Le rapport des Forces armées canadiennes après leur passage dans les CHSLD au Québec est pourtant clair: il y a déjà beaucoup de normes et de règles sur la prévention et le contrôle de la contamination ou sur le port d'équipement de protection, mais elles n'ont pas suffi à stopper le virus. La question porte bien plus sur la capacité à respecter les normes et les règles en place et à les appliquer. La raison principale expliquant la difficulté à respecter ces règles est tout aussi claire: la pénurie de main‑d'œuvre.
Si le gouvernement fédéral souhaite réellement aider les provinces et le Québec à se sortir de la pandémie et à améliorer les soins offerts aux aînés, il doit cesser de se montrer paternaliste, oublier cette idée de normes nationales imposées mal adaptées aux différents contextes sociaux et institutionnels, et augmenter les transferts en santé, ce qui permettra d'attirer et de retenir plus de monde dans le système de santé.
Une revendication du Bloc québécois est de hausser la part fédérale des transferts en santé à hauteur de 35 % des coûts du réseau. Cependant, le fédéral continue de refuser, même si le Parlement canadien a adopté au printemps dernier une motion demandant que tous les partis reconnaissent la hausse de ces transferts, ce que tous ont fait, sauf le gouvernement libéral, qui s'est retrouvé encore une fois isolé.
Même des groupes de la société civile, comme les différents syndicats, sont venus en mars 2021 demander cette hausse et expliquer pourquoi c'était important. Un sondage Léger a révélé que 85 % des gens la veulent. Le Réseau FADOQ la demande. Quand je suis allée aux derniers états généraux sur les conditions de vie des aînés, tout le monde m'a dit vouloir cette hausse, et ce, sans conditions.
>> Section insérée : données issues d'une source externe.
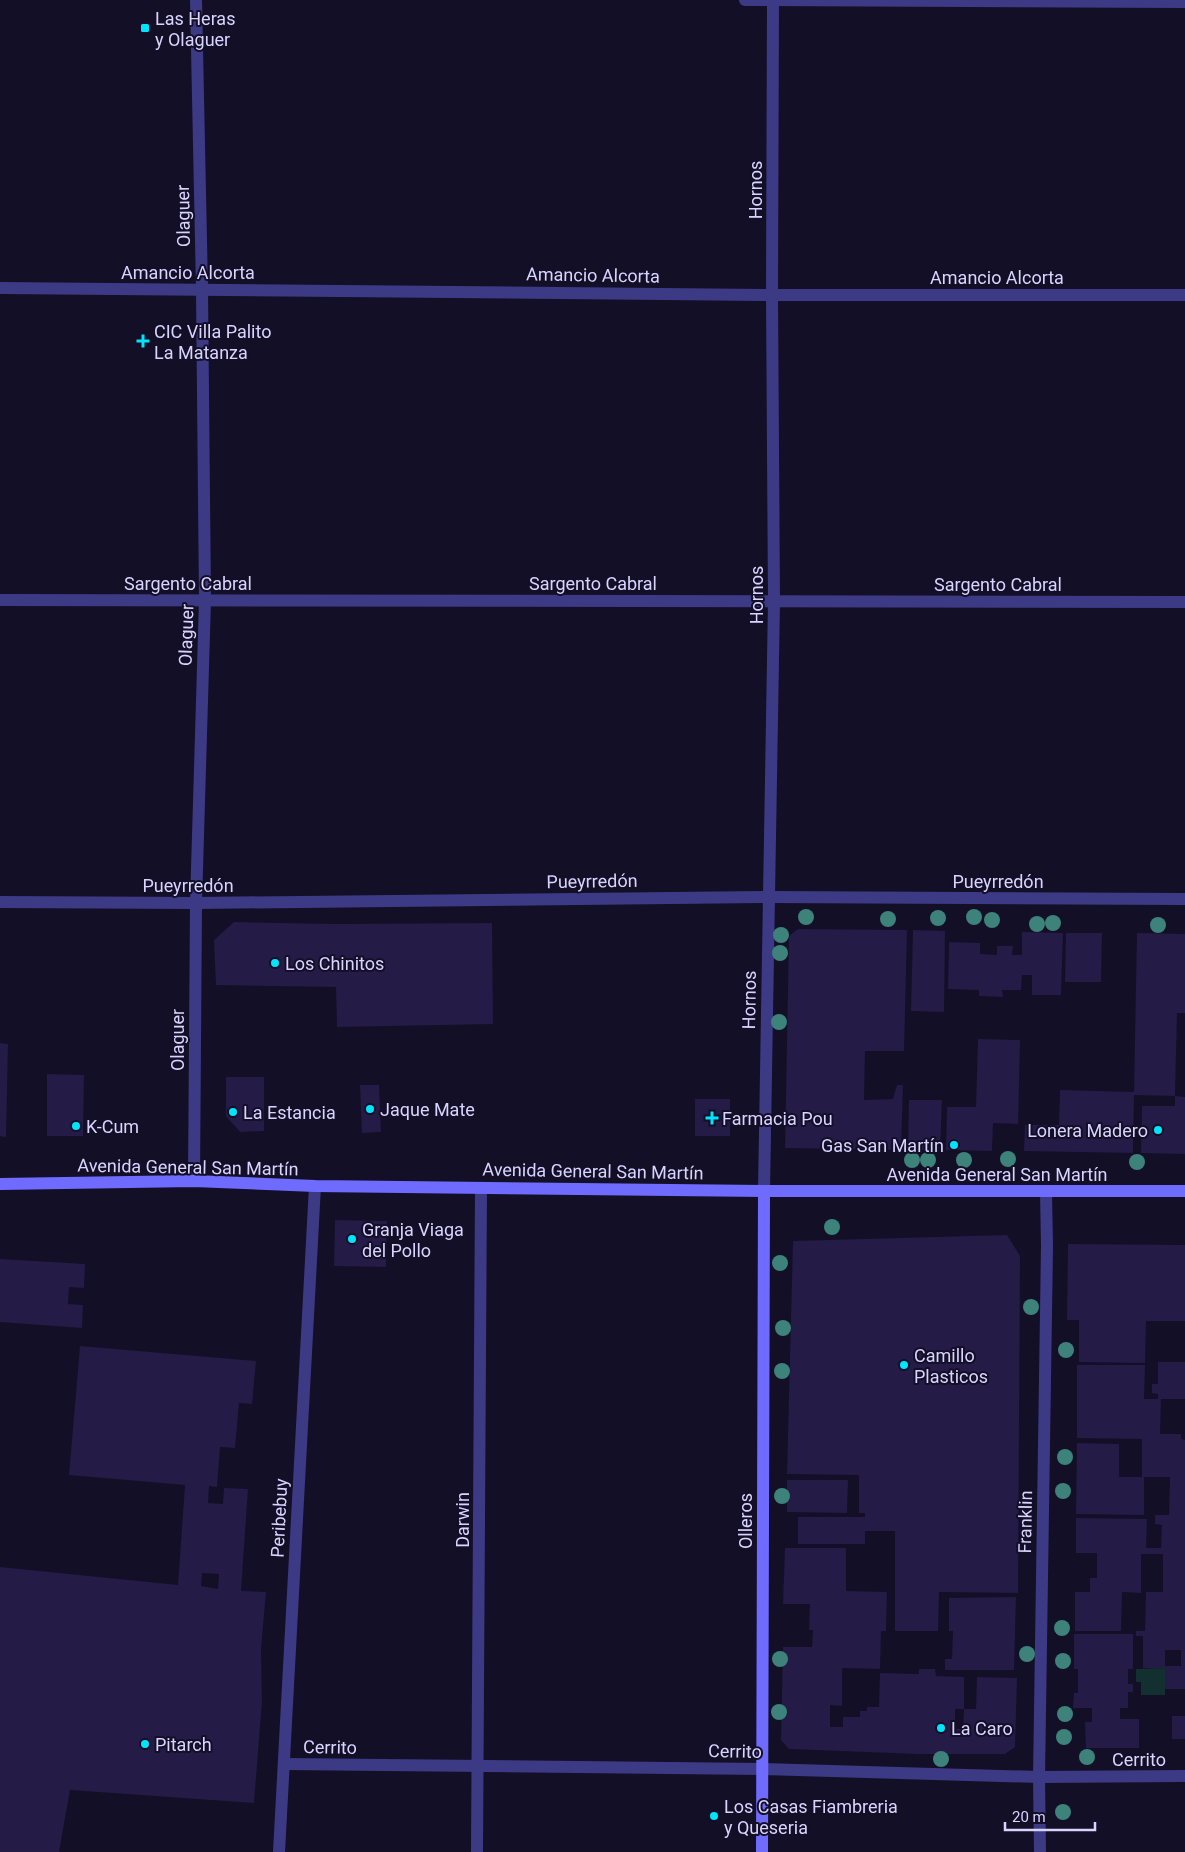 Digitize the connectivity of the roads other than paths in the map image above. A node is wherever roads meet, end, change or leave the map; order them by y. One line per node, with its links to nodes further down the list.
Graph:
1 (196, 0): 6 (street, Olaguer)
2 (745, 0): 3 (street)
3 (773, 0): 4 (street); 7 (street, Hornos)
4 (1185, 2)
5 (0, 288): 6 (street, Amancio Alcorta)
6 (202, 289): 7 (street, Amancio Alcorta); 10 (street, Olaguer)
7 (772, 294): 8 (street, Amancio Alcorta); 11 (street, Hornos)
8 (1185, 295)
9 (0, 600): 10 (street, Sargento Cabral)
10 (205, 600): 11 (street, Sargento Cabral); 16 (street, Olaguer)
11 (774, 601): 12 (street, Sargento Cabral); 13 (street, Hornos)
12 (1185, 602)
13 (768, 897): 14 (street, Pueyrredón); 16 (street, Pueyrredón); 21 (street, Hornos)
14 (1185, 899)
15 (0, 902): 16 (street, Pueyrredón)
16 (196, 903): 17 (street, Olaguer)
17 (194, 1181): 18 (main road, Avenida General San Martín); 19 (main road, Avenida General San Martín)
18 (0, 1184)
19 (315, 1186): 20 (main road, Avenida General San Martín); 24 (street, Peribebuy)
20 (482, 1188): 21 (main road, Avenida General San Martín); 25 (street, Darwin)
21 (764, 1191): 23 (main road, Avenida General San Martín); 26 (main road, Olleros)
22 (1185, 1191): 23 (main road, Avenida General San Martín)
23 (1046, 1192): 28 (street, Franklin)
24 (284, 1764): 25 (street, Cerrito); 29 (street, Peribebuy)
25 (478, 1766): 26 (street, Cerrito); 30 (street, Darwin)
26 (763, 1769): 28 (street, Cerrito); 31 (main road, Olleros)
27 (1185, 1776): 28 (street, Cerrito)
28 (1039, 1777): 32 (street, Franklin)
29 (279, 1852)
30 (477, 1852)
31 (762, 1852)
32 (1040, 1852)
En conclusion, ce n'est pas nous qui cherchons la chicane, mais la coalition néo-libérale. Cela retarde ainsi de nombreuses demandes du Québec, que nous ne sommes pas les seuls à faire puisqu'elles sont reprises par les provinces et les territoires aussi. Il faut que cessent ces menaces néo-libérales et que les aînés ne soient pas pris en otage. Il faut donner les moyens financiers de prendre soin d'eux. Il faut donner les transferts en santé.